2023/07/07 by Kaiwen Cai, Qiyue Xia, Cai, Kaiwen +7
Engineering · Physics and Astronomy · #Advanced Optical Sensing Technologies #Advanced SAR Imaging Techniques #Computer Vision and Pattern Recognition (cs.CV) #FOS: Computer and information sciences #Infrared Target Detection Methodologies #Robotics (cs.RO)

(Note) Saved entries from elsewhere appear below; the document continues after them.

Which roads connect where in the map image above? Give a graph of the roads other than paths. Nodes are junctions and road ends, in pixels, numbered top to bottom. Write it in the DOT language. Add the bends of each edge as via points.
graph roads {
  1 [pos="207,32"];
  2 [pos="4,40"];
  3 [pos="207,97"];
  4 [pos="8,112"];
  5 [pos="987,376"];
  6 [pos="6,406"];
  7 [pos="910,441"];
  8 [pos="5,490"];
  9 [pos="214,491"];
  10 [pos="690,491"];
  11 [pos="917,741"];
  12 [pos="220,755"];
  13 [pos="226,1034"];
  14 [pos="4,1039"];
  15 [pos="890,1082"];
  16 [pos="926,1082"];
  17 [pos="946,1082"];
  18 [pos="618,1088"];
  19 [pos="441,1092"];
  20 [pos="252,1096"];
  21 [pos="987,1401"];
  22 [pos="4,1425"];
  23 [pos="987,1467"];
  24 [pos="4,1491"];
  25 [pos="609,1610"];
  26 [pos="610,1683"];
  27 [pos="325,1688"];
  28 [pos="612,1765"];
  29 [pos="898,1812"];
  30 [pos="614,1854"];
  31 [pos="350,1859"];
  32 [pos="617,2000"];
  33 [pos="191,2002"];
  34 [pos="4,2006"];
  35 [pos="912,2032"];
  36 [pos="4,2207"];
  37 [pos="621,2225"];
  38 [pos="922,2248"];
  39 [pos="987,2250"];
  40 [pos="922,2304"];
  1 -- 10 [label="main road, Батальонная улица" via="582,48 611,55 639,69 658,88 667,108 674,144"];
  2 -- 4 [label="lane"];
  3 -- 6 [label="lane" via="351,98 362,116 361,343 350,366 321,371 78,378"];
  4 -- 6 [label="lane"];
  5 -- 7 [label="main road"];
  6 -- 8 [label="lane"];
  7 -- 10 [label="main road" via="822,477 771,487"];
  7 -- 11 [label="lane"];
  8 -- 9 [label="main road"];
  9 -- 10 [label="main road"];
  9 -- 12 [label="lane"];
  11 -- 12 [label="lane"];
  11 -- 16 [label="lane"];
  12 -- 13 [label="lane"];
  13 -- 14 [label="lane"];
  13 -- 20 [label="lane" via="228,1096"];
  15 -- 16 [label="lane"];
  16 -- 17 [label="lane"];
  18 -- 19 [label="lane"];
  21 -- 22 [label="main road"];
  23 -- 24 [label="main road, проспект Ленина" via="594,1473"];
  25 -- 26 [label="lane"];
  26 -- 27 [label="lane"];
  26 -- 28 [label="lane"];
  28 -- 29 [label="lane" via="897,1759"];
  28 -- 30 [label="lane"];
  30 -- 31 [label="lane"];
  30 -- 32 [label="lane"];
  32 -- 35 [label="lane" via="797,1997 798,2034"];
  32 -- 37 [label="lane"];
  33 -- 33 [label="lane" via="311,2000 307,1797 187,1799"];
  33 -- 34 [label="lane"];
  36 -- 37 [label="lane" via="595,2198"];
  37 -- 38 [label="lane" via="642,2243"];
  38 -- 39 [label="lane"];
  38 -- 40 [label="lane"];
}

paper · pdf · doi:10.48550/arxiv.2307.03623
openalex publication_date 2023/07/07 · openalex created_date 2023/07/11 · openalex updated_date 2026/07/28
The majority of human detection methods rely on the sensor using visible lights (e.g., RGB cameras) but such sensors are limited in scenarios with degraded vision conditions. In this paper, we present a multimodal human detection system that combines portable thermal cameras and single-chip mmWave radars. To mitigate the noisy detection features caused by the low contrast of thermal cameras and the multi-path noise of radar point clouds, we propose a Bayesian feature extractor and a novel uncertainty-guided fusion method that surpasses a variety of competing methods, either single-modal or multi-modal. We evaluate the proposed method on real-world data collection and demonstrate that our approach outperforms the state-of-the-art methods by a large margin.